- **What this task involves**: Read the records below and report each line in which "Paix" occurs.
=== Data ===
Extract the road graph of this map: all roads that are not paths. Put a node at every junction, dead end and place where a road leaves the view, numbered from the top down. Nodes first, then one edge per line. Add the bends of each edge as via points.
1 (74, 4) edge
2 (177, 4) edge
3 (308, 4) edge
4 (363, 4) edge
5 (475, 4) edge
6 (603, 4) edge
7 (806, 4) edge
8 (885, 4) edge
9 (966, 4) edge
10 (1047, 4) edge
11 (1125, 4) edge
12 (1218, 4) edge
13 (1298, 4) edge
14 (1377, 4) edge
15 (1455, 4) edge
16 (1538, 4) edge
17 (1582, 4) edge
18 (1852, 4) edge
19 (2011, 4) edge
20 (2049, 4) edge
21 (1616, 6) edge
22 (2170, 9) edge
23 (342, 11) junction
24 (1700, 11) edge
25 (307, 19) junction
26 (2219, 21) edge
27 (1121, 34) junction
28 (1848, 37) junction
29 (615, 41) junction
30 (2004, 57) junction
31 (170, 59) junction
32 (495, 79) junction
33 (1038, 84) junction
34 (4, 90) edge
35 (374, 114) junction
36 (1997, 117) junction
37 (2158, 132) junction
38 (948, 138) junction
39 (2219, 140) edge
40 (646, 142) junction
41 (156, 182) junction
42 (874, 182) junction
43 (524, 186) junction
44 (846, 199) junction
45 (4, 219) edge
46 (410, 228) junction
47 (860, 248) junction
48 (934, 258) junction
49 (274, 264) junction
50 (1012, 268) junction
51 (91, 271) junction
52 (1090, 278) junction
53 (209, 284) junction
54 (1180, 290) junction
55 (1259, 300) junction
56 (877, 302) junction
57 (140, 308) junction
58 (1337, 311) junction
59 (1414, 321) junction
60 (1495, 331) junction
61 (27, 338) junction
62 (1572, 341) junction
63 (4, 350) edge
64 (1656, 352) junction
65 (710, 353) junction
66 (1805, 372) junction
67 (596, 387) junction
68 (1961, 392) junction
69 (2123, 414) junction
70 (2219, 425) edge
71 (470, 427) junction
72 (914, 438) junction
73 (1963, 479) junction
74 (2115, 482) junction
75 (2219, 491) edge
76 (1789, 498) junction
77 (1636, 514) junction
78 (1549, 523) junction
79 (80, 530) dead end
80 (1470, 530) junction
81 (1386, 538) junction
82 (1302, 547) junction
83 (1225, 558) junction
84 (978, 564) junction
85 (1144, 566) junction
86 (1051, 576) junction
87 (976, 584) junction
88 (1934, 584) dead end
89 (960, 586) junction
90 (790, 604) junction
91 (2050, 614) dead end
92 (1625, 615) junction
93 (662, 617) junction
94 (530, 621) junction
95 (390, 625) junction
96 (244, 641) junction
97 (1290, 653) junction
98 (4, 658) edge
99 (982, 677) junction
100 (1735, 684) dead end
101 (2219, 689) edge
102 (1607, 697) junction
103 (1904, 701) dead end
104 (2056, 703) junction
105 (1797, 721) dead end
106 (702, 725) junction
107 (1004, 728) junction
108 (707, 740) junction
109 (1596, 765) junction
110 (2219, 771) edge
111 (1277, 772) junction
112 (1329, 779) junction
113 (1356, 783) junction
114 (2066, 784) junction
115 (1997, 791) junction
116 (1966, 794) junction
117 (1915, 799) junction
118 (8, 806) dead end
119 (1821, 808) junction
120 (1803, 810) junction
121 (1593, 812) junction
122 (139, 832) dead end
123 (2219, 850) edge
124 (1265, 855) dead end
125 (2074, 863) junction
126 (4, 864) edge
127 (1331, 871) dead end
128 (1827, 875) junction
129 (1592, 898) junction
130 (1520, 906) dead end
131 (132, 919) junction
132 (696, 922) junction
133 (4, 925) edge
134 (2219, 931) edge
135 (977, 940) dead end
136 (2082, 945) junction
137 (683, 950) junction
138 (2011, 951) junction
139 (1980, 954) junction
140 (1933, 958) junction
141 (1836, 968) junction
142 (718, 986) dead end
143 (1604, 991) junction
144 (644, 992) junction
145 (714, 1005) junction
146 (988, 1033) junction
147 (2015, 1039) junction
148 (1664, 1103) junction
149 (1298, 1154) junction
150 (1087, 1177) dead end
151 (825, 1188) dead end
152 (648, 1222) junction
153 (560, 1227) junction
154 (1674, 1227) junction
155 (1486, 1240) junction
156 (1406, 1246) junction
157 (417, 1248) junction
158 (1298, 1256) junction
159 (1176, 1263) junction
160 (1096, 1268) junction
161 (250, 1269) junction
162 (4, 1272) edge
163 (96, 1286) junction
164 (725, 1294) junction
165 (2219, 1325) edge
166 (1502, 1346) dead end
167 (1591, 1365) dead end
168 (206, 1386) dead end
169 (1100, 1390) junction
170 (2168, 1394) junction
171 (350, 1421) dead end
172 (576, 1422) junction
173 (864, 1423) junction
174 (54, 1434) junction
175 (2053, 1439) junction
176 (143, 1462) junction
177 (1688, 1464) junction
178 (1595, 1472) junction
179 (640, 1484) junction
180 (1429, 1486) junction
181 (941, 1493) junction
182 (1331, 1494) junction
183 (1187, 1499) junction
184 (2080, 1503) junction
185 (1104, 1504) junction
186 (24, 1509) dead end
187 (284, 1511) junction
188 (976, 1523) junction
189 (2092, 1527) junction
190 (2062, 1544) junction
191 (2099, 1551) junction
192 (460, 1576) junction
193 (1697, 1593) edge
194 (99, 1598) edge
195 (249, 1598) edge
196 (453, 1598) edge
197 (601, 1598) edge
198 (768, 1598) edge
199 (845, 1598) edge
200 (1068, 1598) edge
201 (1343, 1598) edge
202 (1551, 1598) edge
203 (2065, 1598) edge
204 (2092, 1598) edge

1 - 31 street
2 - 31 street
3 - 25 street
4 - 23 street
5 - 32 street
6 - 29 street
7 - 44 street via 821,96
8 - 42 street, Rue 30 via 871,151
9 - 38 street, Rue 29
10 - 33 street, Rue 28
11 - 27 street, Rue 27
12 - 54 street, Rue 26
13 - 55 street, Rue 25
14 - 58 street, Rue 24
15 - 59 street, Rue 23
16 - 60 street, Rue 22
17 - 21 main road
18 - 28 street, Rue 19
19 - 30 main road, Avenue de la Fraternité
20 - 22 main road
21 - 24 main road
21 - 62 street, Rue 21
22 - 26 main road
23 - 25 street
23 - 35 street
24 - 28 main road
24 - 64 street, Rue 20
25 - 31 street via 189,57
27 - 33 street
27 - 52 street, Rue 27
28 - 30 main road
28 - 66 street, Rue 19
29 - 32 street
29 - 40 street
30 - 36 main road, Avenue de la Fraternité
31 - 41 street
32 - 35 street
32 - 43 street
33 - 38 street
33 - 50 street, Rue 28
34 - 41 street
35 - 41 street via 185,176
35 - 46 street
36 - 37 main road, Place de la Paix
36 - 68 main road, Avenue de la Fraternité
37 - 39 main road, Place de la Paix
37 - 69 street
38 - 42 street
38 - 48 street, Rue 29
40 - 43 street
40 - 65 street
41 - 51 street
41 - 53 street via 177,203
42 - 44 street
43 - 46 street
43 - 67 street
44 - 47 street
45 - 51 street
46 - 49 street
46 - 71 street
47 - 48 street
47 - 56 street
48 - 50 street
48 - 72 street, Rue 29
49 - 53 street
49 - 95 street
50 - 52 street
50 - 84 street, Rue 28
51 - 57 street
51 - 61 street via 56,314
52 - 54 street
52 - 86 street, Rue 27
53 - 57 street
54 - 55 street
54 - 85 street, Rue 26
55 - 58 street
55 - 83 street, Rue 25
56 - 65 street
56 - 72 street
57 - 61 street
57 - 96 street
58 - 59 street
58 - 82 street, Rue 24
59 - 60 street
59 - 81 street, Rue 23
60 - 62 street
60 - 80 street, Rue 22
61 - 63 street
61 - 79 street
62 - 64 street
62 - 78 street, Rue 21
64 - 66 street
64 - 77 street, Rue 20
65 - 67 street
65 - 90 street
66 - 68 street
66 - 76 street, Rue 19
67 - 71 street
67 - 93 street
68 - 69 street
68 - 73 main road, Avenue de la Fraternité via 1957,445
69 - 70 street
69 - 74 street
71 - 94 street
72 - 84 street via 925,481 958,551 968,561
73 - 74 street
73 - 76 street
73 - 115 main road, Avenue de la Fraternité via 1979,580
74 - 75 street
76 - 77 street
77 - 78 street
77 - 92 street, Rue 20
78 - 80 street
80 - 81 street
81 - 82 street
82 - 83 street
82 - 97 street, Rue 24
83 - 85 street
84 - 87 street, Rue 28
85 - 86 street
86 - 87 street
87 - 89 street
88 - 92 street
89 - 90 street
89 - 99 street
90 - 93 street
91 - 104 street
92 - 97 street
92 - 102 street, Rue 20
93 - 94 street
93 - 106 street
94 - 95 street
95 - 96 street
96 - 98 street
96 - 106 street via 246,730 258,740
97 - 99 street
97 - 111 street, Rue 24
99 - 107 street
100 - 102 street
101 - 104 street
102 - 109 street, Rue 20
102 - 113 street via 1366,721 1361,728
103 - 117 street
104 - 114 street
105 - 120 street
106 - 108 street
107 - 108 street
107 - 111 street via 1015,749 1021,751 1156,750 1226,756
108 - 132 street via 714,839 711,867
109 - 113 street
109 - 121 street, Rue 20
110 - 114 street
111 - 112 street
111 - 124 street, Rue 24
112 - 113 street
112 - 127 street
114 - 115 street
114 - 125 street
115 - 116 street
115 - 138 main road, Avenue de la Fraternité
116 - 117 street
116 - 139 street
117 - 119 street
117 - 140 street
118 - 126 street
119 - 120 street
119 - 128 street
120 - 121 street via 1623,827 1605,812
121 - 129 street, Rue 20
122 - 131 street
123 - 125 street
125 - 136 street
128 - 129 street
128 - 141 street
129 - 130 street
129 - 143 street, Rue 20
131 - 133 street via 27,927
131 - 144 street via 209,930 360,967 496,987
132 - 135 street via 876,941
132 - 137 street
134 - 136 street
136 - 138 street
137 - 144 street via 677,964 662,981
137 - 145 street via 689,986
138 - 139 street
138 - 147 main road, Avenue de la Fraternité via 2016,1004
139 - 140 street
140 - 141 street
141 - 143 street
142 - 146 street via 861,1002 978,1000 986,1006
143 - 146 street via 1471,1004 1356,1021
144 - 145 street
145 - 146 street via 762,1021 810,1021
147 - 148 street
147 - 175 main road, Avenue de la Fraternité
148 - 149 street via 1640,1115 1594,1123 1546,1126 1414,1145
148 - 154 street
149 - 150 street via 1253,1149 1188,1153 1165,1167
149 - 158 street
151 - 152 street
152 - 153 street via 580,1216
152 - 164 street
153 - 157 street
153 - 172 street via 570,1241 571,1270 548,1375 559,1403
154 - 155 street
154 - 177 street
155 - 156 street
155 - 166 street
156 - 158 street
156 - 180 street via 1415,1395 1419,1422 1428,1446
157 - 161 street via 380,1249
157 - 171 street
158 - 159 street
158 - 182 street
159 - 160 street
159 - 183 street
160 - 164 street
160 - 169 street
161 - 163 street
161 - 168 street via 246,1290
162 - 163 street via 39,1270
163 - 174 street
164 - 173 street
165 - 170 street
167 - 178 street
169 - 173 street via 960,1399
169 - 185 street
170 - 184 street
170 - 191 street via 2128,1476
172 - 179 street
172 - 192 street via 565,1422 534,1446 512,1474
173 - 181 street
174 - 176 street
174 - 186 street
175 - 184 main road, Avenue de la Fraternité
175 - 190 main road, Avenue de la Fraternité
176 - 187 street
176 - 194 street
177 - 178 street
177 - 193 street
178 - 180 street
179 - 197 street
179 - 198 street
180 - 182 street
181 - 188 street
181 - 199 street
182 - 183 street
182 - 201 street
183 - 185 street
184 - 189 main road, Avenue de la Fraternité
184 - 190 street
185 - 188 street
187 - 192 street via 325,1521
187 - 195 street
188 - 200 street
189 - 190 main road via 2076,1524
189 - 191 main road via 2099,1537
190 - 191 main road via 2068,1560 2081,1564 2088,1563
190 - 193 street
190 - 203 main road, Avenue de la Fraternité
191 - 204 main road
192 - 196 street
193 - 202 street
===
- **Exercise response**:
36 - 37 main road, Place de la Paix
37 - 39 main road, Place de la Paix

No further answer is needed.